Crestcom’s network of over 200 leadership development experts have all come to that point in their lives when they asked themselves: Is it time to turn my expertise into a business where I can give back?
When you meet with Alan Clark, it quickly becomes clear why he decided to mix expertise with passion to launch his own leadership development business. But when he first started feeling the tug of entrepreneurship, owning a franchise wasn’t on his radar.
“I had been with Seagate for 27 years and had no interest in owning a franchise when I first received a call from Crestcom,” explains Clark. “But as I talked with the gal who thought my background was a good fit for leadership training, my curiosity was piqued.”
Clark’s research led him to investigate a couple different franchises but landed on Crestcom leadership development coaching and training. He has been a leader of various teams for years and enjoys it. He has also participated in team building and leadership development programs himself.
“The more I looked at it, I thought I could have a lot of fun with this. After attending initial training and being with Crestcom for a few days, I thought ‘This is something I could really do, and some that would be a lot of fun!’”
The fact that Crestcom offers initial training before he committed was a big help for Clark. He could get a good idea of what it was like to build and run a Crestcom franchise, and was able to meet the leadership and support team at the corporate headquarters in Denver. Realizing he wanted more than to be an independent corporate consultant, Clark did his research and decided to take the plunge.
Clark has experienced an evolution in leadership over the years, and that evolution has helped shape his own leadership style.
“Leadership is an evolution. Though I worked for the same company for 27 years, I participated in many different leadership styles. When I first started the way we communicated as leaders was very different,” says Clark. “Now I understand that leadership is behavior and my behavior impacts my team’s success. I am very conscious of how I behave as a leader.”
Clark describes his own leadership style as transparent and direct. “I don’t like management jargon. I tend to speak plain English and be respectful at all times.”
One of the great things about talking leadership with Alan Clark is his openness. He’s transparent not just about leadership best practices, but also about how leaders can get things wrong—including himself.

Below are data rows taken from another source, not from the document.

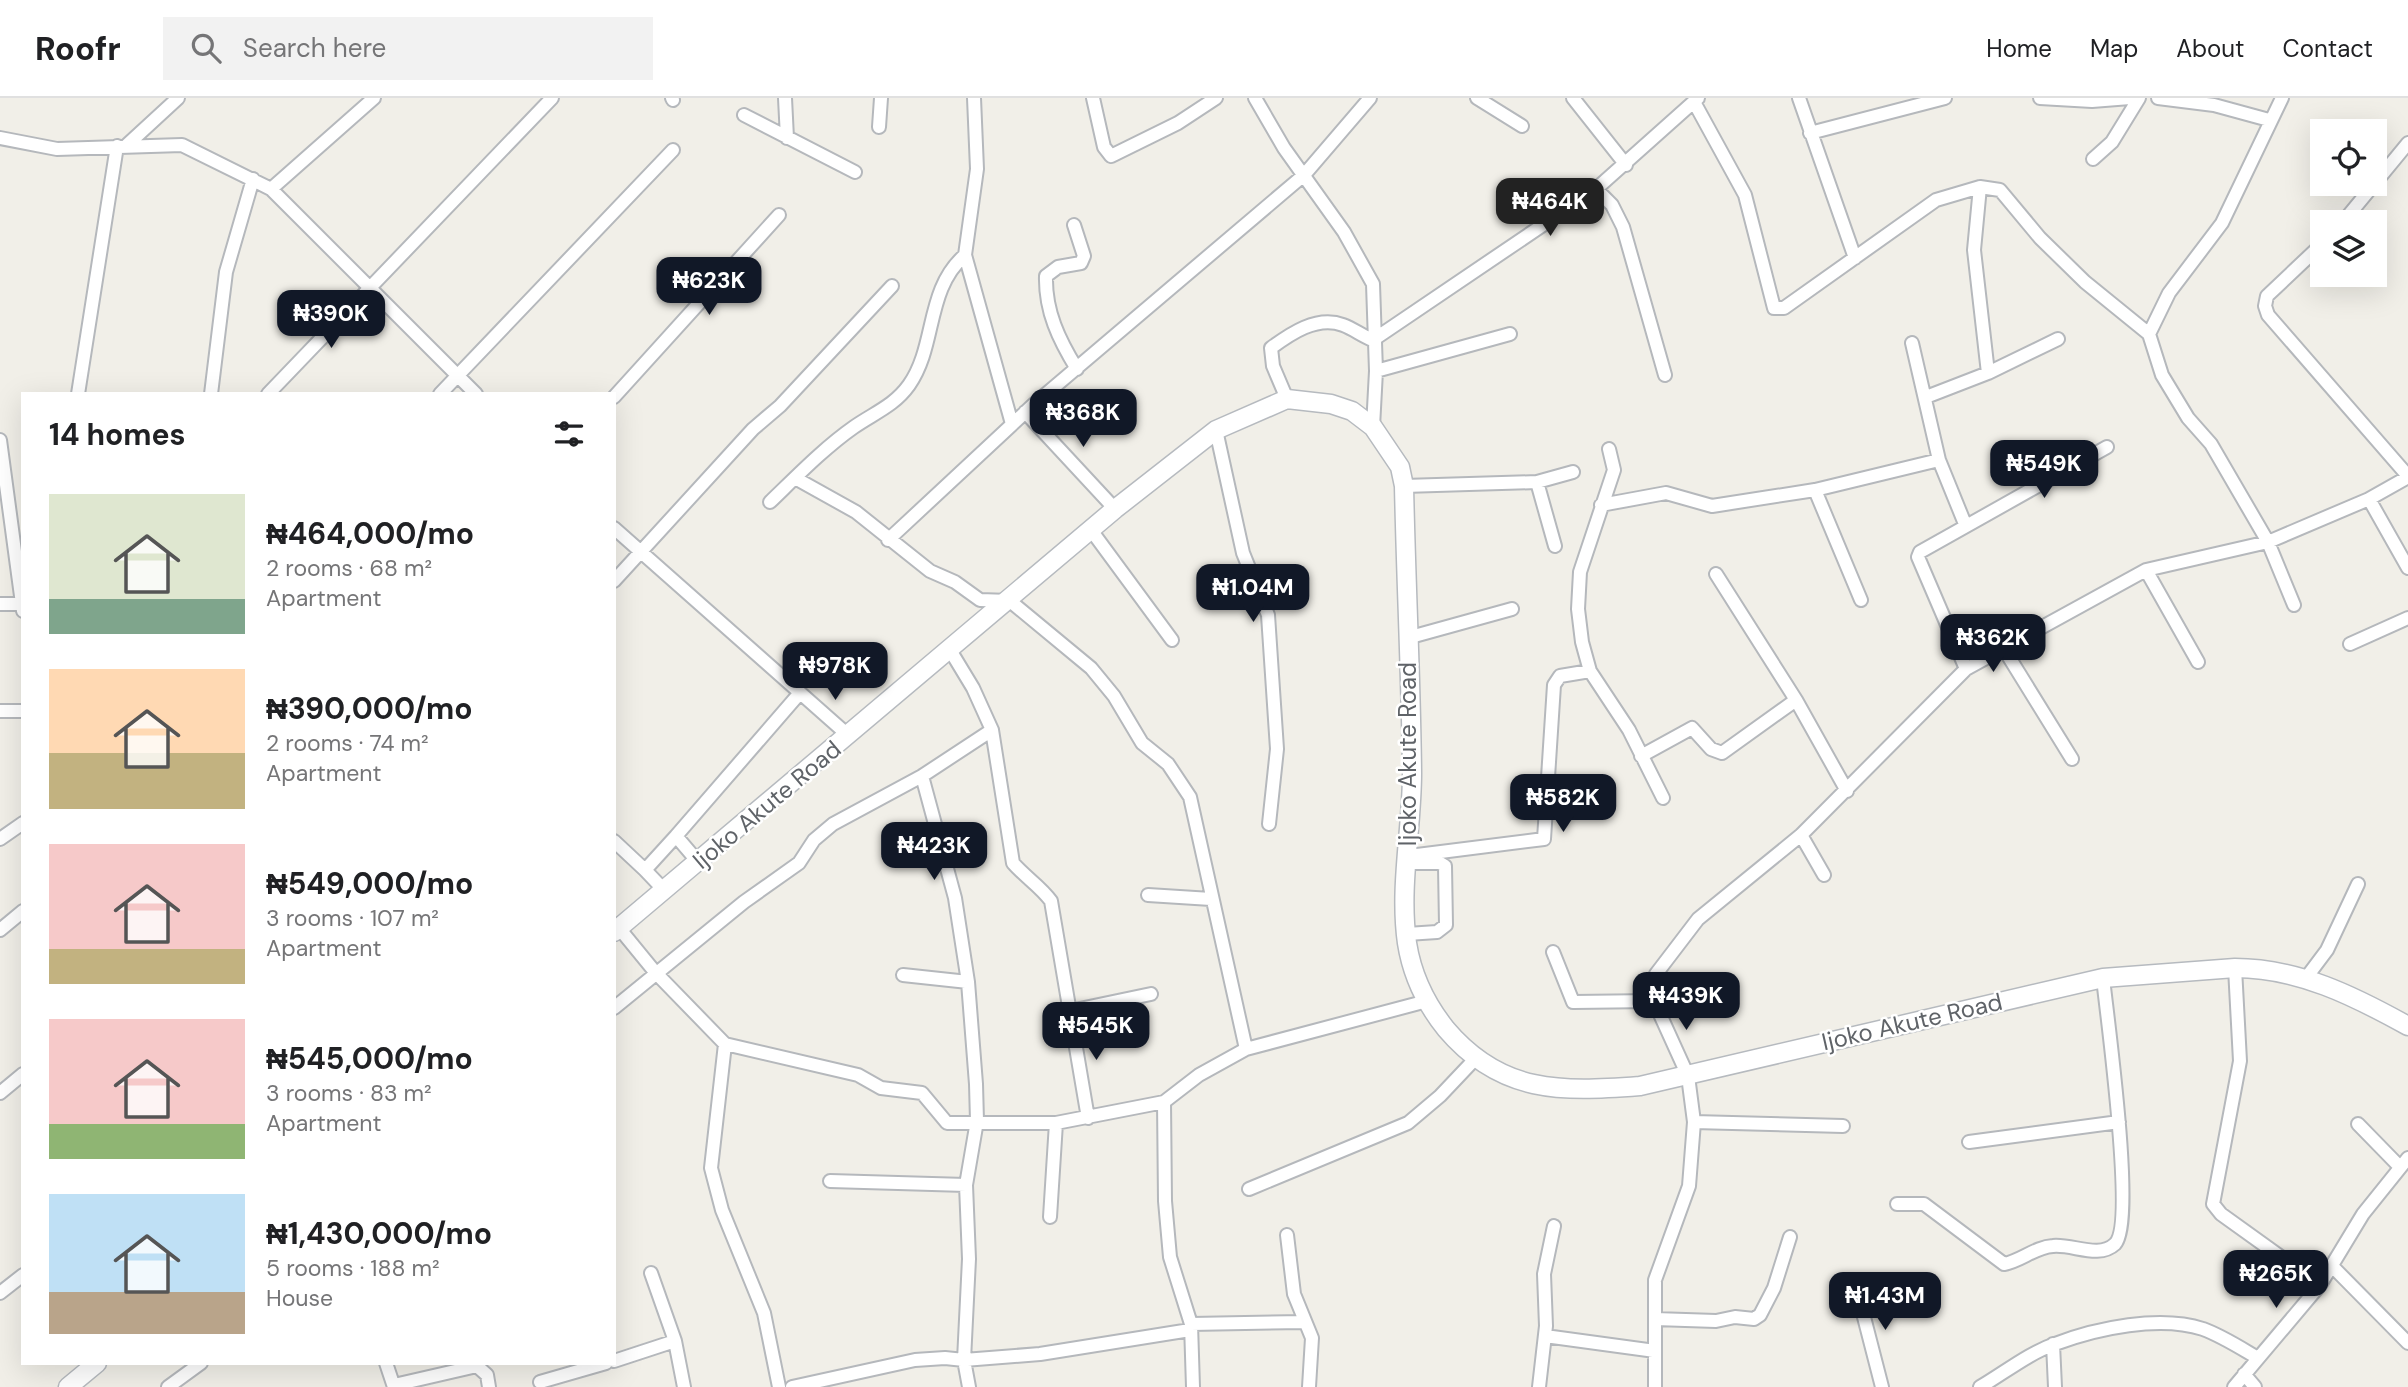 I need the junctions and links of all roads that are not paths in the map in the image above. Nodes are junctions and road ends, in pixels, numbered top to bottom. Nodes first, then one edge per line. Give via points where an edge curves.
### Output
1 (178, 98) edge
2 (374, 98) edge
3 (552, 98) edge
4 (785, 98) edge
5 (881, 98) edge
6 (974, 98) edge
7 (1093, 98) edge
8 (1216, 98) edge
9 (1255, 98) edge
10 (1370, 98) edge
11 (1573, 98) edge
12 (1799, 98) edge
13 (1945, 98) edge
14 (2040, 98) edge
15 (2130, 98) edge
16 (2139, 98) edge
17 (2158, 98) edge
18 (2282, 98) edge
19 (1482, 99) edge
20 (1696, 100) edge
21 (744, 115) dead end
22 (2269, 120) junction
23 (879, 127) dead end
24 (1522, 127) dead end
25 (1810, 133) junction
26 (0, 138) edge
27 (787, 138) junction
28 (2408, 143) edge
29 (122, 146) junction
30 (673, 150) dead end
31 (2093, 159) dead end
32 (1626, 165) junction
33 (855, 172) dead end
34 (1304, 175) junction
35 (253, 179) junction
36 (1980, 187) junction
37 (271, 189) junction
38 (1596, 189) junction
39 (2353, 210) edge
40 (779, 215) dead end
41 (1074, 225) dead end
42 (965, 255) junction
43 (2310, 255) edge
44 (1855, 258) junction
45 (370, 284) junction
46 (892, 286) dead end
47 (1510, 334) dead end
48 (2149, 334) junction
49 (2058, 339) dead end
50 (1373, 340) junction
51 (1912, 343) dead end
52 (1077, 369) junction
53 (1376, 371) junction
54 (1988, 373) junction
55 (1665, 375) dead end
56 (458, 376) junction
57 (78, 392) edge
58 (211, 392) edge
59 (270, 392) edge
60 (442, 392) edge
61 (474, 392) edge
62 (616, 395) edge
63 (1926, 397) junction
64 (1287, 399) junction
65 (1025, 412) junction
66 (1012, 424) junction
67 (1373, 427) junction
68 (1216, 430) junction
69 (0, 440) edge
70 (2107, 447) dead end
71 (1609, 449) dead end
72 (1939, 460) junction
73 (1573, 472) dead end
74 (2408, 476) edge
75 (795, 478) junction
76 (1537, 482) junction
77 (1404, 486) junction
78 (1815, 490) junction
79 (2369, 499) junction
80 (770, 502) dead end
81 (1601, 505) junction
82 (1115, 509) junction
83 (1965, 524) junction
84 (616, 530) edge
85 (1091, 530) junction
86 (888, 540) junction
87 (2269, 542) junction
88 (1555, 546) dead end
89 (642, 555) junction
90 (2408, 568) edge
91 (2146, 570) junction
92 (1716, 574) dead end
93 (616, 580) edge
94 (21, 599) edge
95 (1861, 600) dead end
96 (1010, 601) junction
97 (0, 604) edge
98 (2294, 605) dead end
99 (21, 607) edge
100 (1512, 609) dead end
101 (2408, 618) edge
102 (1407, 638) junction
103 (1172, 640) dead end
104 (2350, 645) dead end
105 (2004, 649) junction
106 (950, 650) junction
107 (2199, 662) dead end
108 (1966, 669) junction
109 (1590, 671) junction
110 (799, 694) junction
111 (1796, 700) junction
112 (0, 711) edge
113 (21, 711) edge
114 (992, 730) junction
115 (849, 736) junction
116 (1641, 756) junction
117 (2072, 759) dead end
118 (922, 776) junction
119 (1847, 791) junction
120 (1663, 798) dead end
121 (21, 824) edge
122 (1269, 824) dead end
123 (1801, 835) junction
124 (676, 836) junction
125 (0, 839) edge
126 (616, 843) edge
127 (1408, 859) junction
128 (699, 863) junction
129 (645, 870) junction
130 (1824, 876) dead end
131 (2358, 884) dead end
132 (665, 891) junction
133 (1148, 895) dead end
134 (1211, 899) junction
135 (21, 913) edge
136 (0, 930) edge
137 (616, 930) edge
138 (1407, 934) junction
139 (1553, 952) dead end
140 (2235, 968) junction
141 (655, 972) junction
142 (903, 975) dead end
143 (2103, 978) junction
144 (2306, 978) junction
145 (968, 982) junction
146 (1151, 993) dead end
147 (1427, 1001) junction
148 (1654, 1001) junction
149 (616, 1006) edge
150 (1070, 1012) junction
151 (2408, 1026) edge
152 (725, 1044) junction
153 (1246, 1049) junction
154 (1475, 1059) junction
155 (21, 1076) edge
156 (1688, 1076) junction
157 (0, 1093) edge
158 (1164, 1102) junction
159 (1088, 1118) junction
160 (977, 1121) junction
161 (1694, 1122) junction
162 (2119, 1122) junction
163 (1056, 1123) junction
164 (2358, 1124) dead end
165 (1843, 1126) dead end
166 (1969, 1142) dead end
167 (2403, 1162) edge
168 (830, 1181) dead end
169 (967, 1185) junction
170 (1249, 1189) dead end
171 (1897, 1203) dead end
172 (1050, 1217) dead end
173 (1554, 1226) dead end
174 (1287, 1235) dead end
175 (1790, 1237) dead end
176 (2332, 1266) junction
177 (651, 1273) dead end
178 (21, 1277) edge
179 (2320, 1285) junction
180 (1856, 1286) dead end
181 (0, 1293) edge
182 (1656, 1319) junction
183 (1304, 1322) junction
184 (1191, 1327) junction
185 (1545, 1336) junction
186 (675, 1342) junction
187 (2408, 1343) edge
188 (2053, 1344) junction
189 (1655, 1351) junction
190 (2256, 1357) junction
191 (616, 1360) edge
192 (964, 1360) junction
193 (95, 1365) edge
194 (198, 1365) edge
195 (387, 1365) edge
196 (599, 1365) edge
197 (2244, 1374) junction
198 (540, 1382) dead end
199 (394, 1386) edge
200 (68, 1387) edge
201 (168, 1387) edge
202 (489, 1387) edge
203 (684, 1387) edge
204 (779, 1387) edge
205 (792, 1387) edge
206 (969, 1387) edge
207 (1193, 1387) edge
208 (1310, 1387) edge
209 (1539, 1387) edge
210 (1655, 1387) edge
211 (1882, 1387) edge
212 (1980, 1387) edge
213 (2055, 1387) edge
214 (2234, 1387) edge
215 (2255, 1387) edge

1 - 29 street
2 - 37 street
3 - 45 street
4 - 27 street
5 - 23 street
6 - 42 street via 977,169
7 - 8 street via 1104,146 1111,156
9 - 34 street
10 - 34 street
11 - 32 street
12 - 25 street
13 - 25 street
14 - 15 street
16 - 31 street via 2112,142
17 - 22 street via 2214,104
18 - 22 street
19 - 24 street
20 - 32 street
20 - 44 street via 1745,195 1774,308 1784,308
21 - 27 street
22 - 48 street via 2222,223 2169,293
25 - 44 street
26 - 29 street via 57,149
27 - 33 street
28 - 39 street
29 - 35 street via 182,145
29 - 57 street
30 - 56 street
32 - 38 street
34 - 50 street via 1373,284
34 - 52 street
35 - 37 street
35 - 58 street via 226,272
36 - 44 street via 1936,200
36 - 48 street via 2000,190 2085,282
36 - 54 street via 1975,250
37 - 45 street
38 - 50 street
38 - 55 street via 1612,205 1623,227
40 - 62 street
41 - 52 street via 1084,256 1081,263 1058,267 1046,276 1046,290 1055,333
42 - 66 street
42 - 75 street via 950,269 941,288 916,372 903,394 853,428
43 - 74 street via 2267,296 2264,306
45 - 56 street
45 - 59 street
46 - 89 street via 746,437
47 - 53 street
48 - 87 street via 2162,375 2188,418 2211,444
49 - 54 street
50 - 53 street
50 - 64 street via 1342,324 1319,323 1294,331 1271,348
51 - 63 street
52 - 65 street
53 - 67 street
54 - 63 street
56 - 60 street
56 - 61 street
63 - 72 street
64 - 67 main road, Ijoko Akute Road via 1331,404 1352,411
64 - 68 main road, Ijoko Akute Road
65 - 66 street
65 - 82 street
66 - 86 street
67 - 77 main road, Ijoko Akute Road via 1399,467
68 - 82 main road, Ijoko Akute Road
68 - 122 street via 1243,552 1268,615 1277,749
69 - 94 street
70 - 83 street
71 - 81 street via 1614,470
72 - 78 street
72 - 83 street
73 - 76 street
74 - 79 street
75 - 80 street
75 - 86 street via 856,512
76 - 77 street
76 - 88 street
77 - 102 main road, Ijoko Akute Road
78 - 81 street via 1712,506 1665,493
78 - 95 street
79 - 87 street
79 - 90 street
81 - 109 street via 1580,572 1577,609
82 - 85 main road, Ijoko Akute Road
83 - 108 street via 1918,557
84 - 89 street
85 - 96 main road, Ijoko Akute Road
85 - 103 street
86 - 96 street via 980,600
87 - 91 street
87 - 98 street
89 - 93 street
89 - 110 street
91 - 105 street
91 - 107 street
92 - 111 street
96 - 106 main road, Ijoko Akute Road
96 - 134 street via 1091,668 1142,743 1168,764 1184,785
97 - 99 street
100 - 102 street
101 - 104 street
102 - 127 main road, Ijoko Akute Road via 1412,777
105 - 108 street
105 - 117 street
106 - 114 street
106 - 115 main road, Ijoko Akute Road
108 - 119 street
109 - 116 street
109 - 127 street via 1560,676 1554,685 1544,839
110 - 115 street
110 - 124 street
111 - 116 street via 1722,753 1711,750 1692,728
111 - 119 street
112 - 113 street
114 - 118 street
114 - 150 street via 1013,863 1051,901
115 - 128 main road, Ijoko Akute Road
116 - 120 street
118 - 141 street via 833,824 814,840 799,863
118 - 145 street via 955,898
119 - 123 street
121 - 125 street
123 - 130 street
123 - 148 street via 1698,919 1664,960 1652,988
124 - 128 street
124 - 129 street
126 - 129 street
127 - 138 main road, Ijoko Akute Road
127 - 138 street via 1445,866 1446,925 1437,932
128 - 132 main road, Ijoko Akute Road
129 - 132 street
131 - 144 street via 2327,950
132 - 137 main road, Ijoko Akute Road
133 - 134 street
134 - 153 street
135 - 136 street
137 - 141 street
138 - 147 main road, Ijoko Akute Road via 1414,971
139 - 148 street via 1573,1002
140 - 143 main road, Ijoko Akute Road
140 - 144 main road, Ijoko Akute Road
140 - 179 street via 2240,1061 2213,1204
141 - 149 street
141 - 152 street
142 - 145 street
143 - 156 main road, Ijoko Akute Road
143 - 162 street
144 - 151 main road, Ijoko Akute Road via 2342,991
145 - 160 street
146 - 150 street
147 - 153 street
147 - 154 main road, Ijoko Akute Road
148 - 156 street
150 - 159 street
152 - 160 street via 858,1075 881,1087 922,1093 947,1123
152 - 204 street via 710,1168 764,1313
153 - 158 street
154 - 156 main road, Ijoko Akute Road via 1500,1074 1562,1090 1640,1086
154 - 170 street via 1408,1123
155 - 157 street
156 - 161 street
158 - 159 street
158 - 184 street via 1170,1257
159 - 163 street
160 - 163 street
160 - 169 street
161 - 165 street
161 - 182 street via 1689,1186 1655,1280
162 - 166 street
162 - 171 street via 2121,1235 2114,1245 2098,1251 2052,1245 2004,1264 1924,1204
163 - 172 street
164 - 167 street
167 - 176 street via 2363,1214
168 - 169 street
169 - 192 street
173 - 185 street via 1544,1274
174 - 183 street via 1294,1294
175 - 182 street via 1774,1288 1754,1319
176 - 179 street
176 - 187 street
177 - 186 street
178 - 181 street
179 - 190 street
180 - 211 street
182 - 189 street
183 - 184 street
183 - 208 street via 1312,1338
184 - 192 street via 1040,1354
184 - 207 street
185 - 189 street
185 - 209 street
186 - 191 street
186 - 203 street
188 - 190 street via 2107,1330 2174,1324 2203,1329
188 - 212 street
188 - 213 street
189 - 210 street
190 - 197 street
192 - 205 street via 915,1360
192 - 206 street
193 - 200 main road
194 - 201 street
195 - 199 street
196 - 198 street
197 - 214 street
197 - 215 street
199 - 202 street via 477,1366 487,1375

“Sometimes I get it wrong. I don’t have all the answers, but I always have teams where there are people who do have all the answers” explains Clark. “This is not the way I started. I used to think I had to have all the answers, no matter what. Now I have the benefit of understanding how to work with teams. This, I think, is one of the toughest and most important lessons for new managers and leaders to learn.”
Clark learned this lesson, among many others, from a man he says he owes his career to: Bob Holland.
“He was my mentor, friend, and boss. It could be very rough at times, but I watched him in meetings with customers, suppliers, other members of the team, and I watched how he behaved. He could be a tough guy to deal with,” recalls Clark. “But I watched him adapt over the years and how he behaved in difficult meetings. He had an ability to disarm people. He could take what could have been a contentious meeting and bring it to a place where it wasn’t contentious. I didn’t understand how he did it at first, but over time I was able to learn.”
Clark also admires how Holland was able to create an environment of absolute trust and honesty. Clark’s own style of transparency was created from this experience. “He may not like what you had to say,” says Clark, “but you were always safe to say it without feeling threatened.”
When Clark started looking into the Crestcom franchise opportunity in earnest, he was lucky to have a wife who is also a business owner. Watching her work for five years to build a business gave him an idea of what it would be like.
“I understand that this isn’t going to be an easy way of making money. You have to be prepared to work hard,” says Clark. “That is why passion is so important. Passion is what carries you through the hard times and motivates you to do the less glamorous things—like cold calling—to be successful.”
Clark says he’s most looking forward to getting in front of a classroom of leaders and managers and helping them become successful. We’re very excited to see him succeed in northern California as well, where he’ll be starting his first group in Santa Clara and Santa Cruz soon.
Welcome to Crestcom, Alan! We’re very excited that you’ve joined our community of leadership experts!